● **Exercise requirements**
Write the full listing out again, keeping every line exactly as it is.

● **Information given**

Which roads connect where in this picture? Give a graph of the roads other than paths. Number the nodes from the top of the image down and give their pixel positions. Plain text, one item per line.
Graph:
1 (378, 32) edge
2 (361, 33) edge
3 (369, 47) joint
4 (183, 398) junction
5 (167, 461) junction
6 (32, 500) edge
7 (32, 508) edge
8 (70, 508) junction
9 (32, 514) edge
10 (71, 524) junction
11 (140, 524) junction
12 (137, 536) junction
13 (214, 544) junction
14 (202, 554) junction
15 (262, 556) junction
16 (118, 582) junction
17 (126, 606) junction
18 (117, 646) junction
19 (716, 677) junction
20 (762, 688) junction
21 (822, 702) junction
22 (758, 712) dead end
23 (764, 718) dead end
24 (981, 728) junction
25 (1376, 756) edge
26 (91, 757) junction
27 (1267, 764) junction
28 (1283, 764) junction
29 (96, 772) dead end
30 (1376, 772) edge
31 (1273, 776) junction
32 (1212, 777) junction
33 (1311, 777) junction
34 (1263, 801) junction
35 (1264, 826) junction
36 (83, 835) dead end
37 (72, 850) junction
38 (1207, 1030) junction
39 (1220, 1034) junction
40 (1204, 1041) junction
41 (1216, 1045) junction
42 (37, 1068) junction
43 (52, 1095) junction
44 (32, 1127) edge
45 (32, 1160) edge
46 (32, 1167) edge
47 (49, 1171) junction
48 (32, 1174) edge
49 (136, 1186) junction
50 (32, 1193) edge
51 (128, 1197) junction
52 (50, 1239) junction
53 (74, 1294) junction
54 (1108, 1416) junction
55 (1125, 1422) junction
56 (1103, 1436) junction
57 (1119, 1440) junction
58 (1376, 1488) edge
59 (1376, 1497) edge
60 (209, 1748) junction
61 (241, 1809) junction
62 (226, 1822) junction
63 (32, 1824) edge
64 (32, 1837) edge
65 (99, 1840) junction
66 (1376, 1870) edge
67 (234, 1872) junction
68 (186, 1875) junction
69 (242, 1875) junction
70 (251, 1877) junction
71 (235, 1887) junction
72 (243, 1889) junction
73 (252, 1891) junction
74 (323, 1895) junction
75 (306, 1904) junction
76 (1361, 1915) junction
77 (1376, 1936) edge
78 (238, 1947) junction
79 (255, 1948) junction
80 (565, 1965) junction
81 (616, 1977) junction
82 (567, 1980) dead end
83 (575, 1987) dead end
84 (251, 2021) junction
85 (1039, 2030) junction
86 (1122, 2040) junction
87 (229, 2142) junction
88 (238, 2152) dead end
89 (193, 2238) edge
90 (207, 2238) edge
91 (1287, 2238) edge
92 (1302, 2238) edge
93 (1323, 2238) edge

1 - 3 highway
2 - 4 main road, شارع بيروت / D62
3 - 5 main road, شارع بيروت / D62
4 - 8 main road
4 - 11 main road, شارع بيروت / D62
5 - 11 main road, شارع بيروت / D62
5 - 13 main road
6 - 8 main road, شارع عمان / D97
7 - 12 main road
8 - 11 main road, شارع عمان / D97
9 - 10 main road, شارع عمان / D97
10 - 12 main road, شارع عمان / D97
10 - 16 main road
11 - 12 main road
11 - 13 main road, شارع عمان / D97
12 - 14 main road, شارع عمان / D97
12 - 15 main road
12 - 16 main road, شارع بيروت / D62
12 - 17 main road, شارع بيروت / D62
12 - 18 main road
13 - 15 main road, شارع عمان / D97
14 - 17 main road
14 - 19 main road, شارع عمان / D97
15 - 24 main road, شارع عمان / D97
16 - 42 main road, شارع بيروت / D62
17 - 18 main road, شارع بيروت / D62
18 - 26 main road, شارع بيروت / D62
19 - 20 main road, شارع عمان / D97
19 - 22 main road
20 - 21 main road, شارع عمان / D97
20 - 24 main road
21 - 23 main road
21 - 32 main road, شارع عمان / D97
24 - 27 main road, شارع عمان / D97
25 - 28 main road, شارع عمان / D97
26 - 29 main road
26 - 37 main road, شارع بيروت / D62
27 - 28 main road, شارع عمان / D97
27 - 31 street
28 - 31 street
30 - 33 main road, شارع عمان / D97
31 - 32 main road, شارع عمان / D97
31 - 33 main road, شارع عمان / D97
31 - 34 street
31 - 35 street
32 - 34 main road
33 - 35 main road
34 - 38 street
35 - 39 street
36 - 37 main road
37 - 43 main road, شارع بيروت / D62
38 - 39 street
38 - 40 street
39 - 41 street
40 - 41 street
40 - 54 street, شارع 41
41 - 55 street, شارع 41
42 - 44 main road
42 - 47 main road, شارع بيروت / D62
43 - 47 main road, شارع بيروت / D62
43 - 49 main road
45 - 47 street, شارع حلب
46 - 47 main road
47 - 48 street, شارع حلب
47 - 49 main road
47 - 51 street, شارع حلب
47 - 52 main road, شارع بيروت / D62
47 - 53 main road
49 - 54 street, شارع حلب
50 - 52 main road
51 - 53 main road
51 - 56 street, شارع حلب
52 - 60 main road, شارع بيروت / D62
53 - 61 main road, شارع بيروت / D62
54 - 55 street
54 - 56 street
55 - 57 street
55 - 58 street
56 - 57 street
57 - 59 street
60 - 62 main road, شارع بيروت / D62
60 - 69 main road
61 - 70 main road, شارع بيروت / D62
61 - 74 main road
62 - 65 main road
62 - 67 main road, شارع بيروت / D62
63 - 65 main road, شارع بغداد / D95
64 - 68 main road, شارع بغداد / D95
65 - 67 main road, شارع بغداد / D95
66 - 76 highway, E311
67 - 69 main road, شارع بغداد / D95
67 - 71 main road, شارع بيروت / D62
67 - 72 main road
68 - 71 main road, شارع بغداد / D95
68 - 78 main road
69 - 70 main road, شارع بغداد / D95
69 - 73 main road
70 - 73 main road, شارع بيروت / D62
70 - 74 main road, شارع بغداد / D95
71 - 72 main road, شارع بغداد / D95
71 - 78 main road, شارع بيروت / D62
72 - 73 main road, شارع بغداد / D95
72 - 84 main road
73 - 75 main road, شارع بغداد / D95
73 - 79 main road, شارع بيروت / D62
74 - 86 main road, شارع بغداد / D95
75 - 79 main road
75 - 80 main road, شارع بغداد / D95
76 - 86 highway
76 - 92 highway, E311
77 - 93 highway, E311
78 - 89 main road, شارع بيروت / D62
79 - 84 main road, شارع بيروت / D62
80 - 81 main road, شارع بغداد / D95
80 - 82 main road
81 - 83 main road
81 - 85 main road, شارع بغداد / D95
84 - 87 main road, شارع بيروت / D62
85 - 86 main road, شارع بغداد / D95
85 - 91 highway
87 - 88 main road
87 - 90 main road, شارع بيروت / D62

● **Task answer**
Which roads connect where in this picture? Give a graph of the roads other than paths. Number the nodes from the top of the image down and give their pixel positions. Plain text, one item per line.
Graph:
1 (378, 32) edge
2 (361, 33) edge
3 (369, 47) joint
4 (183, 398) junction
5 (167, 461) junction
6 (32, 500) edge
7 (32, 508) edge
8 (70, 508) junction
9 (32, 514) edge
10 (71, 524) junction
11 (140, 524) junction
12 (137, 536) junction
13 (214, 544) junction
14 (202, 554) junction
15 (262, 556) junction
16 (118, 582) junction
17 (126, 606) junction
18 (117, 646) junction
19 (716, 677) junction
20 (762, 688) junction
21 (822, 702) junction
22 (758, 712) dead end
23 (764, 718) dead end
24 (981, 728) junction
25 (1376, 756) edge
26 (91, 757) junction
27 (1267, 764) junction
28 (1283, 764) junction
29 (96, 772) dead end
30 (1376, 772) edge
31 (1273, 776) junction
32 (1212, 777) junction
33 (1311, 777) junction
34 (1263, 801) junction
35 (1264, 826) junction
36 (83, 835) dead end
37 (72, 850) junction
38 (1207, 1030) junction
39 (1220, 1034) junction
40 (1204, 1041) junction
41 (1216, 1045) junction
42 (37, 1068) junction
43 (52, 1095) junction
44 (32, 1127) edge
45 (32, 1160) edge
46 (32, 1167) edge
47 (49, 1171) junction
48 (32, 1174) edge
49 (136, 1186) junction
50 (32, 1193) edge
51 (128, 1197) junction
52 (50, 1239) junction
53 (74, 1294) junction
54 (1108, 1416) junction
55 (1125, 1422) junction
56 (1103, 1436) junction
57 (1119, 1440) junction
58 (1376, 1488) edge
59 (1376, 1497) edge
60 (209, 1748) junction
61 (241, 1809) junction
62 (226, 1822) junction
63 (32, 1824) edge
64 (32, 1837) edge
65 (99, 1840) junction
66 (1376, 1870) edge
67 (234, 1872) junction
68 (186, 1875) junction
69 (242, 1875) junction
70 (251, 1877) junction
71 (235, 1887) junction
72 (243, 1889) junction
73 (252, 1891) junction
74 (323, 1895) junction
75 (306, 1904) junction
76 (1361, 1915) junction
77 (1376, 1936) edge
78 (238, 1947) junction
79 (255, 1948) junction
80 (565, 1965) junction
81 (616, 1977) junction
82 (567, 1980) dead end
83 (575, 1987) dead end
84 (251, 2021) junction
85 (1039, 2030) junction
86 (1122, 2040) junction
87 (229, 2142) junction
88 (238, 2152) dead end
89 (193, 2238) edge
90 (207, 2238) edge
91 (1287, 2238) edge
92 (1302, 2238) edge
93 (1323, 2238) edge

1 - 3 highway
2 - 4 main road, شارع بيروت / D62
3 - 5 main road, شارع بيروت / D62
4 - 8 main road
4 - 11 main road, شارع بيروت / D62
5 - 11 main road, شارع بيروت / D62
5 - 13 main road
6 - 8 main road, شارع عمان / D97
7 - 12 main road
8 - 11 main road, شارع عمان / D97
9 - 10 main road, شارع عمان / D97
10 - 12 main road, شارع عمان / D97
10 - 16 main road
11 - 12 main road
11 - 13 main road, شارع عمان / D97
12 - 14 main road, شارع عمان / D97
12 - 15 main road
12 - 16 main road, شارع بيروت / D62
12 - 17 main road, شارع بيروت / D62
12 - 18 main road
13 - 15 main road, شارع عمان / D97
14 - 17 main road
14 - 19 main road, شارع عمان / D97
15 - 24 main road, شارع عمان / D97
16 - 42 main road, شارع بيروت / D62
17 - 18 main road, شارع بيروت / D62
18 - 26 main road, شارع بيروت / D62
19 - 20 main road, شارع عمان / D97
19 - 22 main road
20 - 21 main road, شارع عمان / D97
20 - 24 main road
21 - 23 main road
21 - 32 main road, شارع عمان / D97
24 - 27 main road, شارع عمان / D97
25 - 28 main road, شارع عمان / D97
26 - 29 main road
26 - 37 main road, شارع بيروت / D62
27 - 28 main road, شارع عمان / D97
27 - 31 street
28 - 31 street
30 - 33 main road, شارع عمان / D97
31 - 32 main road, شارع عمان / D97
31 - 33 main road, شارع عمان / D97
31 - 34 street
31 - 35 street
32 - 34 main road
33 - 35 main road
34 - 38 street
35 - 39 street
36 - 37 main road
37 - 43 main road, شارع بيروت / D62
38 - 39 street
38 - 40 street
39 - 41 street
40 - 41 street
40 - 54 street, شارع 41
41 - 55 street, شارع 41
42 - 44 main road
42 - 47 main road, شارع بيروت / D62
43 - 47 main road, شارع بيروت / D62
43 - 49 main road
45 - 47 street, شارع حلب
46 - 47 main road
47 - 48 street, شارع حلب
47 - 49 main road
47 - 51 street, شارع حلب
47 - 52 main road, شارع بيروت / D62
47 - 53 main road
49 - 54 street, شارع حلب
50 - 52 main road
51 - 53 main road
51 - 56 street, شارع حلب
52 - 60 main road, شارع بيروت / D62
53 - 61 main road, شارع بيروت / D62
54 - 55 street
54 - 56 street
55 - 57 street
55 - 58 street
56 - 57 street
57 - 59 street
60 - 62 main road, شارع بيروت / D62
60 - 69 main road
61 - 70 main road, شارع بيروت / D62
61 - 74 main road
62 - 65 main road
62 - 67 main road, شارع بيروت / D62
63 - 65 main road, شارع بغداد / D95
64 - 68 main road, شارع بغداد / D95
65 - 67 main road, شارع بغداد / D95
66 - 76 highway, E311
67 - 69 main road, شارع بغداد / D95
67 - 71 main road, شارع بيروت / D62
67 - 72 main road
68 - 71 main road, شارع بغداد / D95
68 - 78 main road
69 - 70 main road, شارع بغداد / D95
69 - 73 main road
70 - 73 main road, شارع بيروت / D62
70 - 74 main road, شارع بغداد / D95
71 - 72 main road, شارع بغداد / D95
71 - 78 main road, شارع بيروت / D62
72 - 73 main road, شارع بغداد / D95
72 - 84 main road
73 - 75 main road, شارع بغداد / D95
73 - 79 main road, شارع بيروت / D62
74 - 86 main road, شارع بغداد / D95
75 - 79 main road
75 - 80 main road, شارع بغداد / D95
76 - 86 highway
76 - 92 highway, E311
77 - 93 highway, E311
78 - 89 main road, شارع بيروت / D62
79 - 84 main road, شارع بيروت / D62
80 - 81 main road, شارع بغداد / D95
80 - 82 main road
81 - 83 main road
81 - 85 main road, شارع بغداد / D95
84 - 87 main road, شارع بيروت / D62
85 - 86 main road, شارع بغداد / D95
85 - 91 highway
87 - 88 main road
87 - 90 main road, شارع بيروت / D62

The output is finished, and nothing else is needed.